Suit filed today on behalf of two inmates denied the right to marry

FOR IMMEDIATE RELEASE
February 25, 2014

CONTACT: Tyler Richard, (402) 476-8091 x104, trichard@aclunebraska.org

LINCOLN - Today the ACLU of Nebraska filed a lawsuit in Lancaster County District Court on behalf of a Nebraska engaged couple. Paul Gillpatrick and Niccole Wetherell are both incarcerated in Nebraska correctional facilities. They are suing the Nebraska Department of Correctional Services, Director Michael Kenney, and two wardens over their enforcement of a Nebraska prison policy which places an undue burden on the Constitutional right of the couple to get married.

The Plaintiffs met through a mutual friend and have been engaged for over two years. In his letter to the ACLU, Gillpatrick says he has known Wetherell since 1998 and that "she makes me laugh, she brings smiles to my face every day and I want to marry her." They have each filled out the appropriate marriage intention forms and submitted them to the Religious Coordinator at their respective facilities. The Department of Correctional Services is unwilling to place the couple in the same room or to use modern technology to make other arrangements to allow the ceremony to go forward.

"At its most basic, this case is about challenging the government's authority to impose an unnecessary and unduly restrictive limitation upon the rights of Nebraska inmates to marry," said ACLU of Nebraska Legal Director Amy Miller.

In the suit filed today, the Plaintiffs assert that the policy completely prevents these inmates from getting married.
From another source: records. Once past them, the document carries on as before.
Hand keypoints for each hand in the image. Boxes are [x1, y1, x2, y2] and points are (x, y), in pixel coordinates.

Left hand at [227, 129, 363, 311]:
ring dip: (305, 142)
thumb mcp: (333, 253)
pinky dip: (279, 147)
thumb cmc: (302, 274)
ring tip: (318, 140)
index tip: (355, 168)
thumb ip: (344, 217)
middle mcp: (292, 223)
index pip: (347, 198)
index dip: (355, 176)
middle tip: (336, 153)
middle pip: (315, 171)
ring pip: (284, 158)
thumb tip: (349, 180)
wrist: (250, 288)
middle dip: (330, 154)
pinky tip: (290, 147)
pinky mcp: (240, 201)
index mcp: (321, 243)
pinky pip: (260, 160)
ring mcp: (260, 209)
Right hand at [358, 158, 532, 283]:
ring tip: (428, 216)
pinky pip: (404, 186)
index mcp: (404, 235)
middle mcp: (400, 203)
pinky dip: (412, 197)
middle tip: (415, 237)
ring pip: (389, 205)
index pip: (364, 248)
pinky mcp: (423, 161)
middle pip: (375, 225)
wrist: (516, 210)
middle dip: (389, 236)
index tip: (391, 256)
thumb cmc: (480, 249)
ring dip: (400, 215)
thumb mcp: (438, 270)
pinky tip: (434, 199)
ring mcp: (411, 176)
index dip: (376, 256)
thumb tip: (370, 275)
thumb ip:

This is in violation of a 1987 U.S. Supreme Court ruling recognizing that, subject to reasonable restrictions, inmates retain a constitutionally protected interest in the right to marry. More recent rulings have affirmed this right, including one filed by the ACLU of Missouri that was upheld by the 8th Circuit which is the Circuit that also governs Nebraska.
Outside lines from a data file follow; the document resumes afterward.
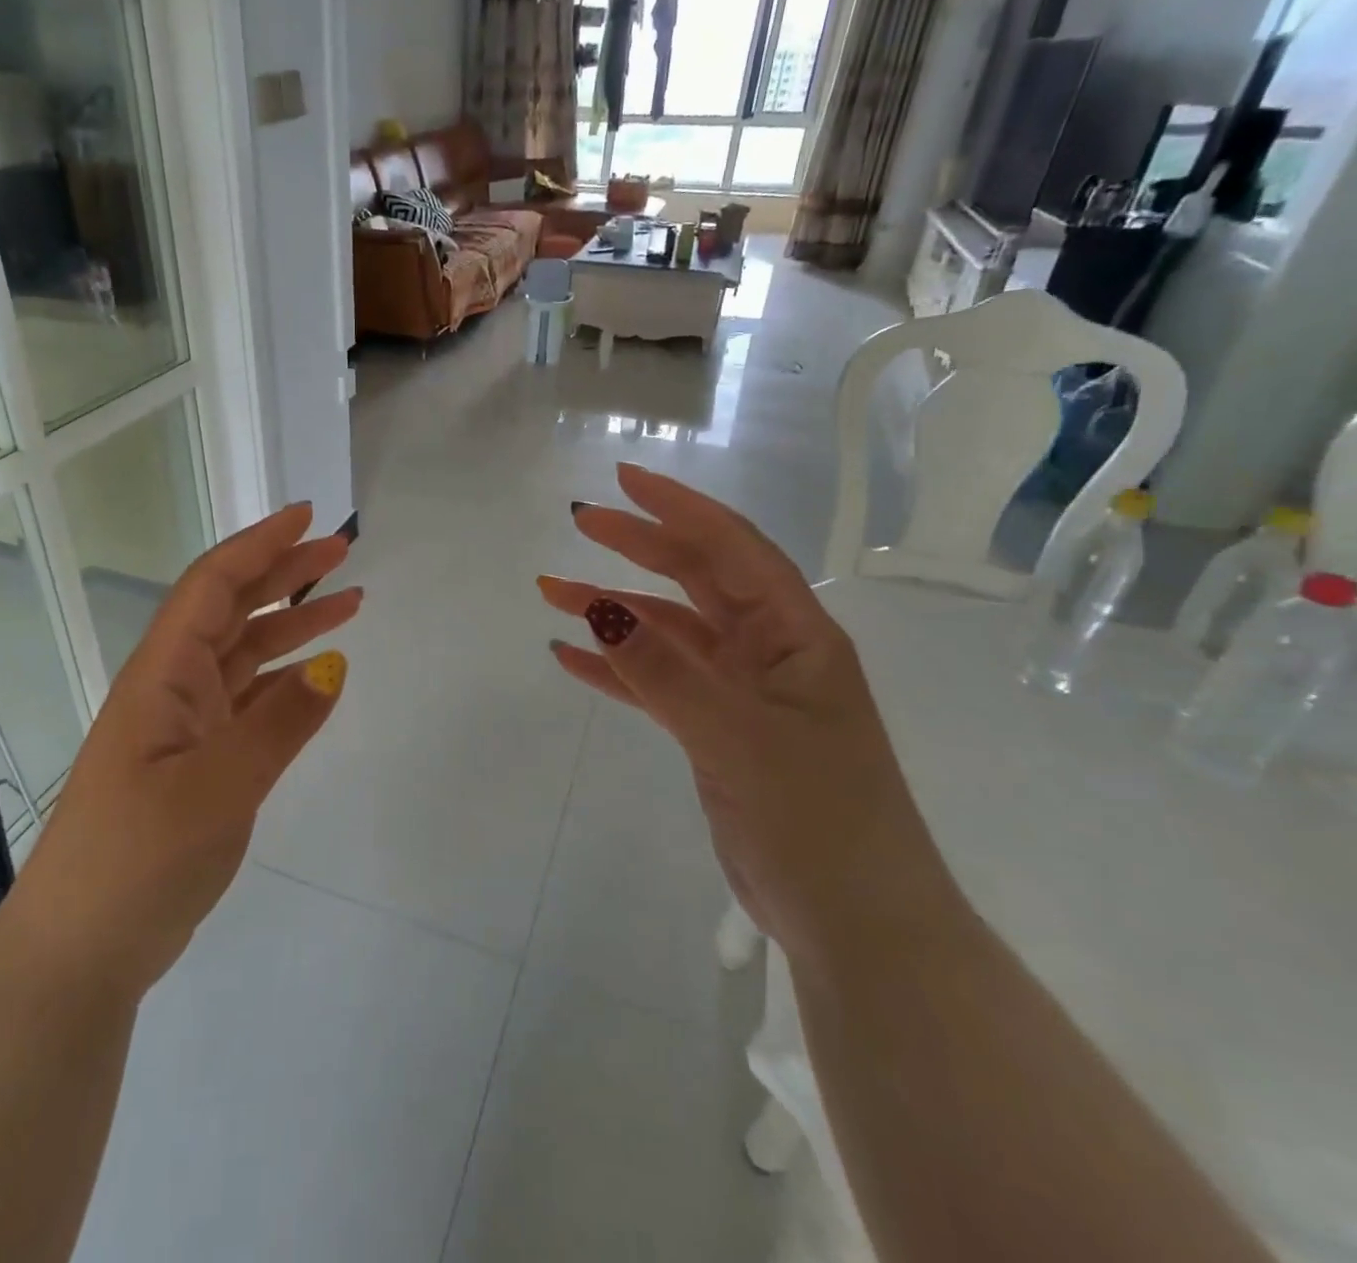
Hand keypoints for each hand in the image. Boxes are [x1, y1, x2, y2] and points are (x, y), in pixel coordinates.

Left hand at [1, 504, 360, 1001]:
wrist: (83, 949)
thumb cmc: (136, 859)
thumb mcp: (216, 789)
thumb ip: (278, 724)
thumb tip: (334, 665)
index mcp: (162, 676)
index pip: (213, 586)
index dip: (260, 545)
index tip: (308, 517)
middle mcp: (172, 688)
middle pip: (232, 609)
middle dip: (284, 573)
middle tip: (342, 552)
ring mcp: (184, 726)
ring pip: (245, 653)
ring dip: (292, 623)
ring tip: (349, 604)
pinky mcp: (198, 760)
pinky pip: (249, 700)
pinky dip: (284, 679)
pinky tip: (317, 675)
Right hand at [538, 464, 958, 966]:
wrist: (855, 925)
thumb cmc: (816, 820)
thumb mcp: (736, 736)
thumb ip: (663, 671)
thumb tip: (597, 607)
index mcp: (796, 635)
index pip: (732, 549)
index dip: (678, 508)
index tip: (622, 481)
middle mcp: (769, 651)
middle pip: (695, 578)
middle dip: (638, 546)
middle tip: (579, 522)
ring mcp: (740, 692)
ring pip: (668, 631)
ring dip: (614, 609)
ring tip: (552, 592)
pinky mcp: (716, 731)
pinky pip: (656, 682)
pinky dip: (616, 668)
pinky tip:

The 1987 ruling stated that a Missouri ban on inmate marriages was unconstitutional. In the ruling, Turner v. Safley, the court said: "Inmate marriages, like others, are expressions of emotional support and public commitment. These elements are an important and significant aspect of the marital relationship... These incidents of marriage, like the religious and personal aspects of the marriage commitment, are unaffected by the fact of confinement or the pursuit of legitimate corrections goals."

"The State has flexibility in its options. We are not demanding that it change its security requirements. All we are asking is that the State accommodate this couple's legal desire to marry," said cooperating attorney Michael Gooch of Omaha.

In their suit, Plaintiffs seek a declaration that the Department of Corrections' actions are unconstitutional. Plaintiffs seek an injunction to block enforcement of the "in person" requirement when they re-submit their marriage intention forms.